天皇暗殺計画――グループ内の符牒では「プロジェクトJ」――は轡田のやり場のないストレスを解消するはけ口になっている。

  

 轡田は、中古車販売業とスナック2軒を経営しているが、台所事情は火の車だ。日本は、不景気に輪をかけて国家的非常事態に陥っている。轡田のケツに火がついたところで、だれも消火活動に駆けつけてくれない。みんな自分のことで精いっぱいなのだ。


 資金繰りに追われて、最近は頑健な轡田の体も肩こりや腰痛、立ちくらみなど悲鳴を上げ始めている。


 轡田は老いに向かう肉体に抗うための「興奮剤」が欲しかった。極左とか、テロリズムにとくに関心があるわけではない。ただなんでもいいから「ヤバいこと」に首を突っ込んで、アドレナリンが出まくる状況に身を置きたいだけ。常識に拘泥して、死んだように生きるのは御免だ。検挙上等。どうせ世間のうわさは75日だ。


  茫漠としていながら「焼け付くような」渇望を澱のように溜め込んでいたとき、あの名前も知らない男に出会った。さっき事務所で轡田を出迎えた男――轡田は「ヤスリの男」と呼んでいる――が轡田の経営するスナックに姿を見せ始めたのは2年半ほど前のことだ。


 いつも一人でやってきて、カウンターの定位置に座り、バーボンか何かを飲んでいる。

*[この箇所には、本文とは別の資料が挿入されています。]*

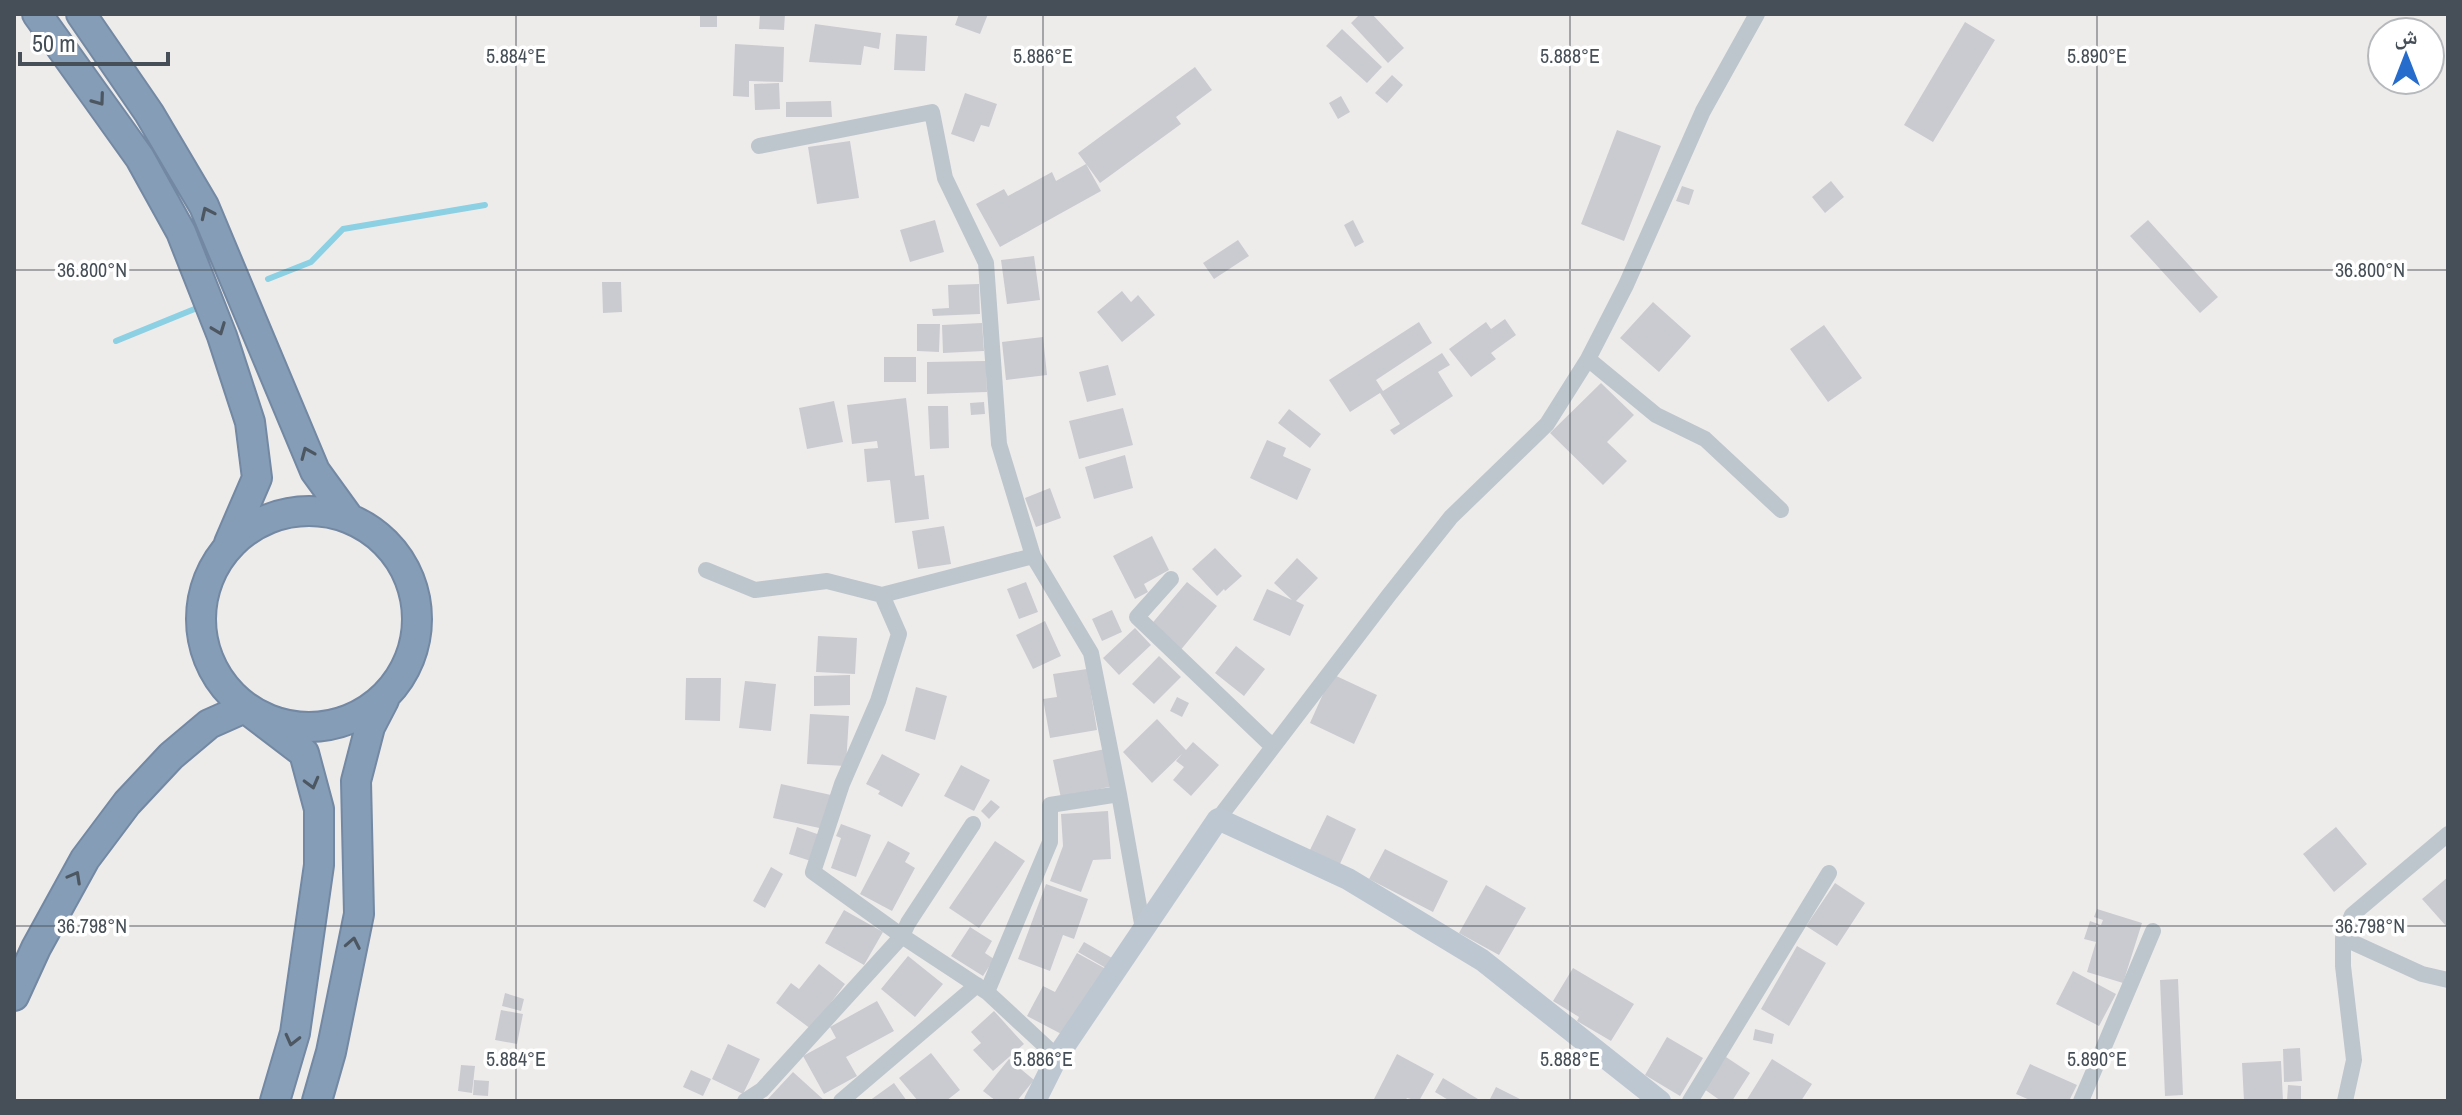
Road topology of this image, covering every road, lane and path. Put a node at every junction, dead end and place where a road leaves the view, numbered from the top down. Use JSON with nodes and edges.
{"nodes":[{"id":1,"x":37,"y":14,"type":"edge"},
{"id":2,"x":81,"y":14,"type":"edge"},
{"id":3,"x":1757,"y":14,"type":"edge"},
{"id":4,"x":759,"y":146,"type":"dead end"},
{"id":5,"x":1588,"y":359,"type":"junction"},
{"id":6,"x":1781,"y":510,"type":"dead end"},
{"id":7,"x":349,"y":518,"type":"junction"},
{"id":8,"x":227,"y":548,"type":"junction"},
{"id":9,"x":1033,"y":556,"type":"junction"},
{"id":10,"x":706,"y":570,"type":"dead end"},
{"id":11,"x":1171,"y":579,"type":"dead end"},
{"id":12,"x":882,"y":595,"type":"junction"},
{"id":13,"x":387,"y":694,"type":"junction"},
{"id":14,"x":245,"y":708,"type":"junction"},
{"id":15,"x":1273,"y":747,"type":"junction"},
{"id":16,"x":1119,"y":794,"type":"junction"},
{"id":17,"x":1218,"y":819,"type":"junction"},
{"id":18,"x":973,"y":824,"type":"dead end"},
{"id":19,"x":2448,"y":834,"type":"edge"},
{"id":20,"x":1829,"y":873,"type":"dead end"},
{"id":21,"x":1143,"y":929,"type":"junction"},
{"id":22,"x":2153,"y":931,"type":"dead end"},
{"id":23,"x":902,"y":936,"type":"junction"},
{"id":24,"x":2343,"y":938,"type":"junction"},
{"id":25,"x":2448,"y":980,"type":"edge"},
{"id":26,"x":982,"y":989,"type":"junction"},
{"id":27,"x":14,"y":996,"type":"edge"},
{"id":28,"x":1057,"y":1057,"type":"junction"},
{"id":29,"x":275,"y":1101,"type":"edge"},
{"id":30,"x":317,"y":1101,"type":"edge"},
{"id":31,"x":745,"y":1101,"type":"edge"},
{"id":32,"x":841,"y":1101,"type":"edge"},
{"id":33,"x":1035,"y":1101,"type":"edge"},
{"id":34,"x":1660,"y":1101,"type":"edge"},
{"id":35,"x":1690,"y":1101,"type":"edge"},
{"id":36,"x":2081,"y":1101,"type":"edge"},
{"id":37,"x":2345,"y":1101,"type":"edge"}],
"edges":[{"from":1,"to":8,"type":"highway","one_way":true},
{"from":7,"to":2,"type":"highway","one_way":true},
{"from":3,"to":5,"type":"street"},
{"from":4,"to":9,"type":"street"},
{"from":5,"to":6,"type":"street"},
{"from":5,"to":15,"type":"street"},
{"from":7,"to":8,"type":"highway"},
{"from":7,"to":13,"type":"highway"},
{"from":8,"to":14,"type":"highway"},
{"from":9,"to":12,"type":"street"},
{"from":9,"to":16,"type":"street"},
{"from":10,"to":12,"type":"street"},
{"from":11,"to":15,"type":"street"},
{"from":12,"to":23,"type":"street"},
{"from":13,"to":14,"type":"highway"},
{"from":30,"to":13,"type":"highway","one_way":true},
{"from":27,"to":14,"type":"highway","one_way":true},
{"from":14,"to":29,"type":"highway","one_way":true},
{"from":15,"to":17,"type":"street"},
{"from":16,"to":21,"type":"street"},
{"from":16,"to":26,"type":"street"},
{"from":17,"to":21,"type":"street"},
{"from":17,"to":34,"type":"street"},
{"from":18,"to":23,"type":"street"},
{"from":19,"to":24,"type":"street"},
{"from":20,"to":35,"type":"street"},
{"from":21,"to":28,"type":"street"},
{"from":22,"to":36,"type":"street"},
{"from":23,"to":26,"type":"street"},
{"from":23,"to":31,"type":"street"},
{"from":24,"to":25,"type":"street"},
{"from":24,"to":37,"type":"street"},
{"from":26,"to":28,"type":"street"},
{"from":26,"to":32,"type":"street"},
{"from":28,"to":33,"type":"street"}]}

絡んできたり悪酔いしたりせず、金払いがいい上客だった。


 「オーナーさんでいらっしゃいますか」1年前の夏、轡田はヤスリの男から初めて言葉を掛けられた。 


 「日本もいよいよ終わりですね」


 オーナーとして1週間に一度カウンターに立つ轡田はたまたまその日、店に出ていた。言葉の意味が分からず、ヤスリの男の顔を見つめた。


 ヤスリの男の視線は、轡田ではなく近くに置いてあるテレビの液晶画面を見ていた。ちょうどニュースが流れている。ボリュームをしぼっているのでテロップでしかニュースの内容は分からない。


 日本各地の「原発」至近にミサイル着弾


 北朝鮮軍事政権、暴走で発射か


 原発建屋損傷も炉心融解の恐れなし


 放射性物質、国土の56パーセントに拡散


 その数か月前、北の金正恩政権は軍部のクーデタであっけなく倒壊した。中国の策略もあり、北朝鮮軍部は暴走を止められなくなった。指揮系統の完全な崩壊により、北朝鮮は日本の複数の原発に向けてテポドンミサイル発射した。中国の思惑としては、この機に乗じ、日中間で懸案の領土問題を自国の主張通りにすることが目的だった。

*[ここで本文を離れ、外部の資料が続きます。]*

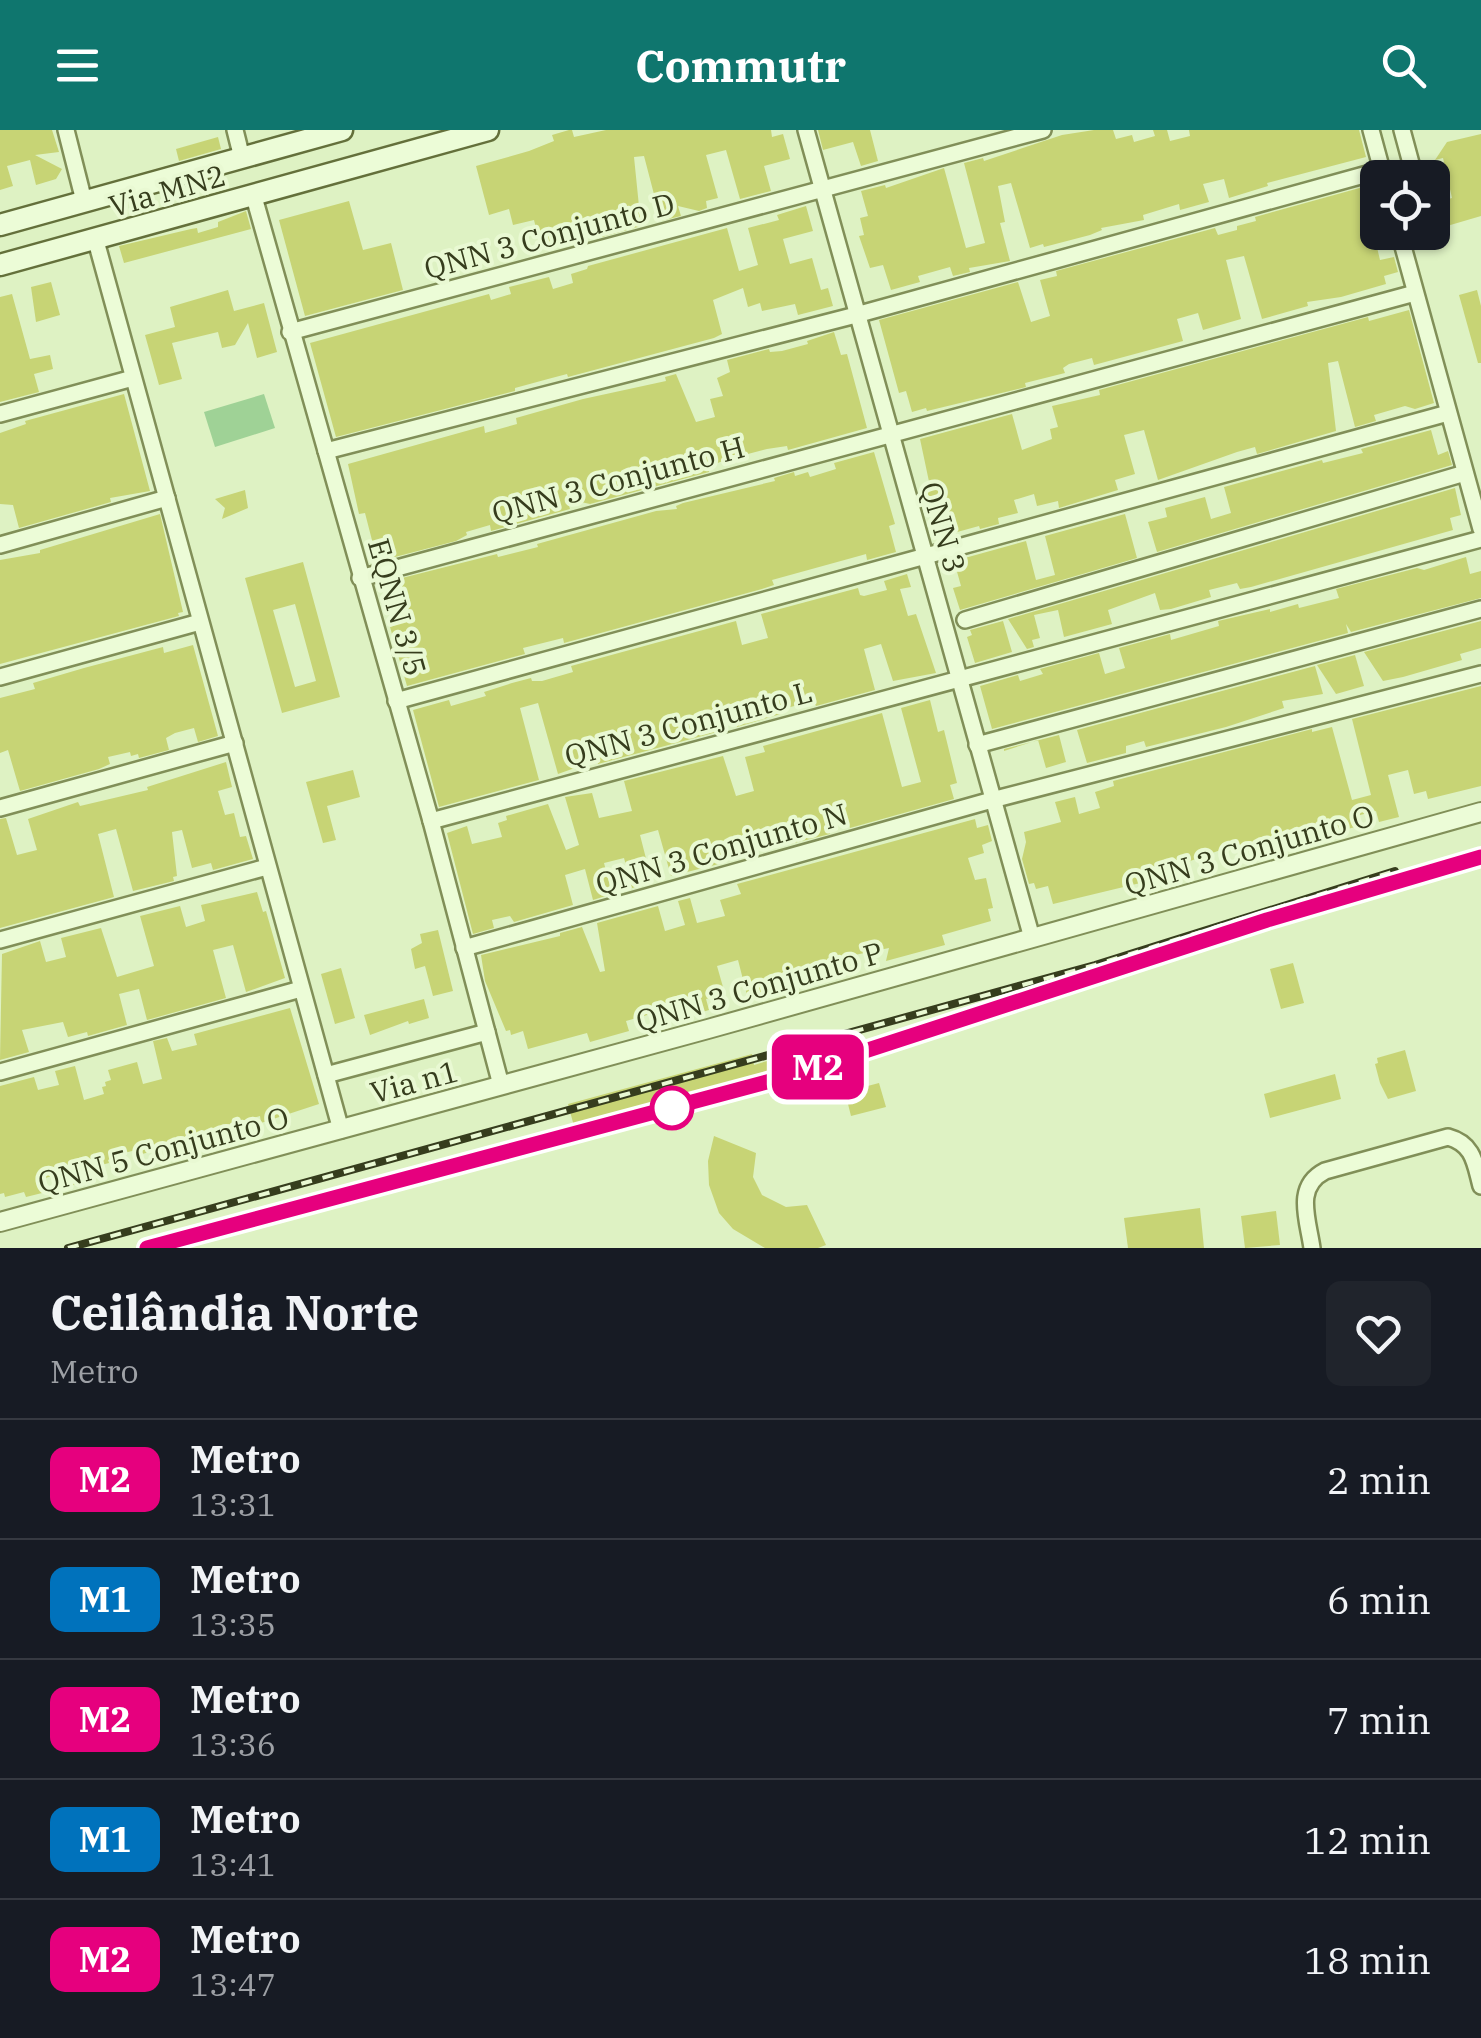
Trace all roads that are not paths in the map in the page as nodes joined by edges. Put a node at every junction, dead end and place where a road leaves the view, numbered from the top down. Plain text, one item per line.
1 (66, 130) edge
2 (235, 130) edge
3 (342, 130) edge
4 (450, 130) edge
5 (488, 130) edge
6 (806, 130) edge
7 (1042, 130) edge
8 (1403, 133) edge
9 (1373, 138) edge
10 (242, 158) junction
11 (1410, 160) edge
12 (333, 175) junction
13 (1360, 180) edge
14 (821, 191) junction
15 (254, 196) junction
16 (84, 201) junction
17 (0, 225) edge
18 (96, 241) junction
19 (1404, 250) edge
20 (0, 265) edge
21 (1415, 294) junction
22 (856, 314) junction
23 (290, 332) junction
24 (133, 378) junction
25 (1448, 413) junction
26 (0, 414) edge
27 (890, 433) junction
28 (326, 451) junction
29 (1465, 473) junction
30 (167, 498) junction
31 (1481, 529) edge
32 (1481, 539) edge
33 (0, 544) edge
34 (924, 558) junction
35 (360, 578) junction
36 (1481, 609) edge
37 (966, 620) dead end
38 (200, 622) junction
39 (1481, 674) edge
40 (0, 677) edge
41 (959, 677) junction
42 (396, 701) junction
43 (235, 743) junction
44 (978, 745) junction
45 (992, 800) junction
46 (0, 808) edge
47 (1481, 812) edge
48 (431, 821) junction
49 (267, 866) junction
50 (1032, 938) junction
51 (0, 940) edge
52 (464, 948) junction
53 (300, 988) junction
54 (487, 1032) junction
55 (0, 1072) edge
56 (326, 1075) junction
57 (501, 1085) junction
58 (341, 1130) junction
59 (1481, 1186) edge
60 (0, 1222) edge
61 (1312, 1248) edge

1 - 16 street
2 - 10 street
3 - 10 main road, Via MN2
4 - 12 main road
5 - 12 main road
6 - 14 street, QNN 3
7 - 14 street, QNN 3 Conjunto D
8 - 9 street
8 - 11 street
10 - 16 main road, Via MN2
12 - 15 main road, Via MN2
13 - 22 street
14 - 22 street, QNN 3
14 - 23 street, QNN 3 Conjunto D
15 - 18 main road, Via MN2
15 - 23 street, EQNN 3/5
16 - 17 main road, Via MN2
18 - 20 main road, Via MN2
18 - 24 street
19 - 21 street
21 - 25 street
21 - 27 street, QNN 3 Conjunto H
22 - 27 street, QNN 3
22 - 28 street
23 - 28 street, EQNN 3/5
24 - 26 street
24 - 30 street
25 - 29 street
25 - 34 street
27 - 34 street, QNN 3
27 - 35 street, QNN 3 Conjunto H
28 - 35 street, EQNN 3/5
29 - 31 street
29 - 37 street
30 - 33 street
30 - 38 street
32 - 41 street, QNN 3 Conjunto L
34 - 41 street, QNN 3
34 - 42 street
35 - 42 street, EQNN 3/5
36 - 44 street
38 - 40 street
38 - 43 street
39 - 45 street, QNN 3 Conjunto N
41 - 44 street, QNN 3
41 - 48 street, QNN 3 Conjunto L
42 - 48 street, EQNN 3/5
43 - 46 street
43 - 49 street
44 - 45 street, QNN 3
45 - 50 street, QNN 3
45 - 52 street, QNN 3 Conjunto N
47 - 50 street, QNN 3 Conjunto O
48 - 52 street, EQNN 3/5
49 - 51 street
49 - 53 street
50 - 57 street, QNN 3 Conjunto P
52 - 54 street, EQNN 3/5
53 - 55 street
53 - 56 street
54 - 56 street
54 - 57 street, EQNN 3/5
56 - 58 street
57 - 58 street, Via n1
58 - 60 street, QNN 5 Conjunto O
59 - 61 street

 中国の水面下での行動はすばやく、北朝鮮の軍部を一気に叩きつぶし共産党の傀儡政権を樹立した。国際的な批判を封じ込めることに成功した。


 アメリカは、日本の戦略的重要性をパワーバランスの中で天秤にはかった。日本の領土問題は米国にとってのトップ・プライオリティーではないという結論。つまり、米国は中国との全面対立は避け、日本の卑小な領土を切って捨てた。


 国土の広範囲を放射性物質によって汚染され、数十万単位の避難民が安住の地を求めて、まさに「エクソダス」を行った。汚染を免れた関東と日本海側の一部地域に避難民が殺到した。復興どころではなくなり、警察力の及ばない無法地帯スラムが各地に形成された。

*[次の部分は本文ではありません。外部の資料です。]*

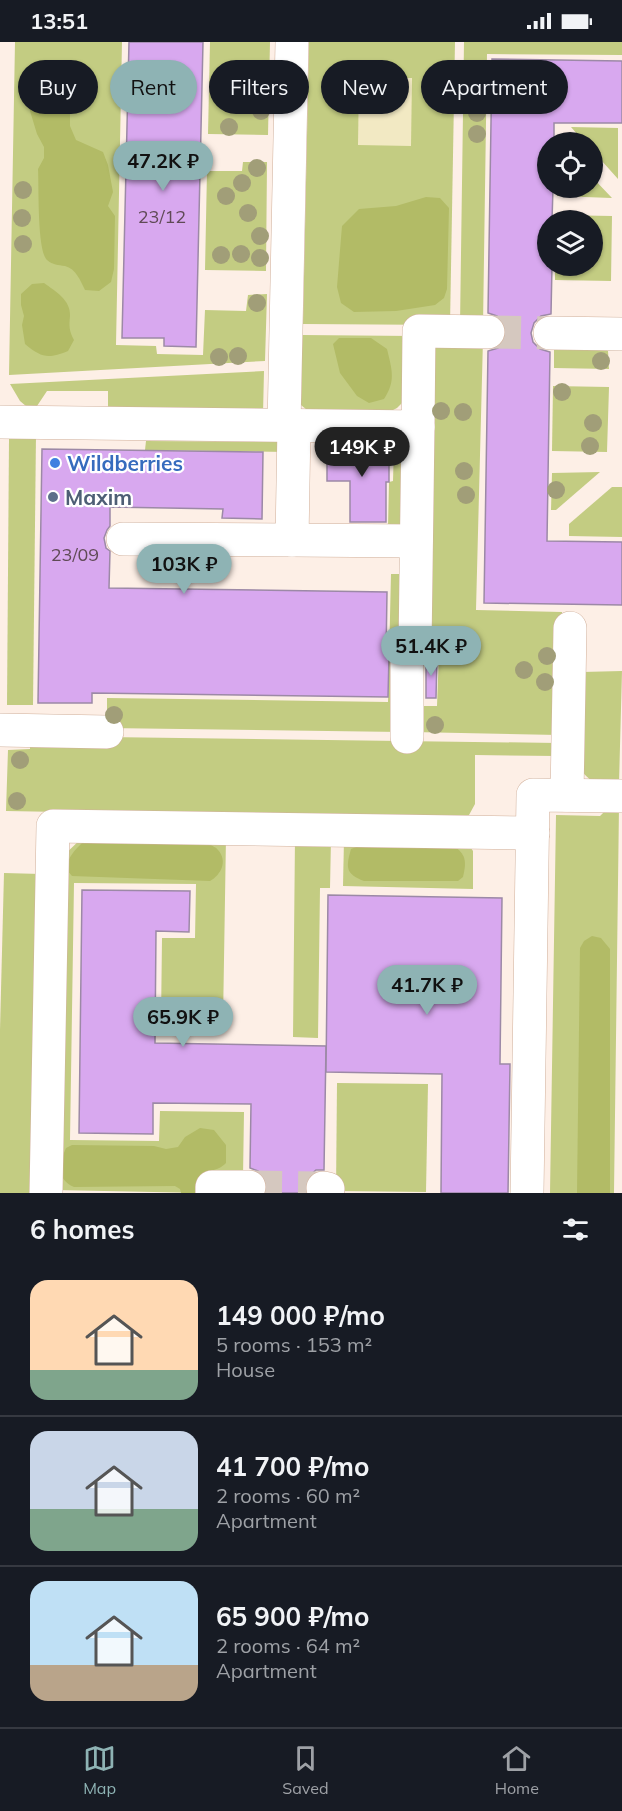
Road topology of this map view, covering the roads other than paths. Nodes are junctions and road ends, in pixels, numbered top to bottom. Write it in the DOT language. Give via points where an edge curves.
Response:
graph roads {
  1 [pos="292,42"];
  2 [pos="488,332"];
  3 [pos="550,333"];
  4 [pos="622,334"];
  5 [pos="0,422"];
  6 [pos="289,426"];
  7 [pos="418,427"];
  8 [pos="123,539"];
  9 [pos="292,540"];
  10 [pos="417,541"];
  11 [pos="570,628"];
  12 [pos="0,730"];
  13 [pos="106,732"];
  14 [pos="407,737"];
  15 [pos="567,795"];
  16 [pos="622,796"];
  17 [pos="533,833"];
  18 [pos="249,1187"];
  19 [pos="46,1193"];
  20 [pos="212,1193"];
  21 [pos="527,1193"];
  1 -- 6 [label="lane"];
  2 -- 7 [label="lane" via="419,331"];
  3 -- 4 [label="lane"];
  5 -- 6 [label="lane"];
  6 -- 7 [label="lane"];
  6 -- 9 [label="lane"];
  7 -- 10 [label="lane"];
  8 -- 9 [label="lane"];
  9 -- 10 [label="lane"];
  10 -- 14 [label="lane" via="415,647 407,657"];
  11 -- 15 [label="lane"];
  12 -- 13 [label="lane"];
  15 -- 16 [label="lane"];
  15 -- 17 [label="lane" via="533,795"];
  17 -- 19 [label="lane" via="53,826"];
  17 -- 21 [label="lane"];
  18 -- 20 [label="lane" via="212,1187"];
}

 狂信的なカルト集団も雨後の竹の子のごとくに乱立した。「光の家」はその中でも比較的、穏健なグループだった。轡田は、常識を弁えた「光の家」信者として表向きは振舞っていた。


「どこまで落ちますかねえ。こうなると落ちるところまで落ちるのが得策なこともありますよ」

 

 ヤスリの男は、轡田の顔を覗き込んだ。


 「ごたごた、と言えば最近の皇室での内紛ごぞんじですか」


 ヤスリの男は胸ポケットから、上等な爪ヤスリを取り出して手の中で弄び始めた。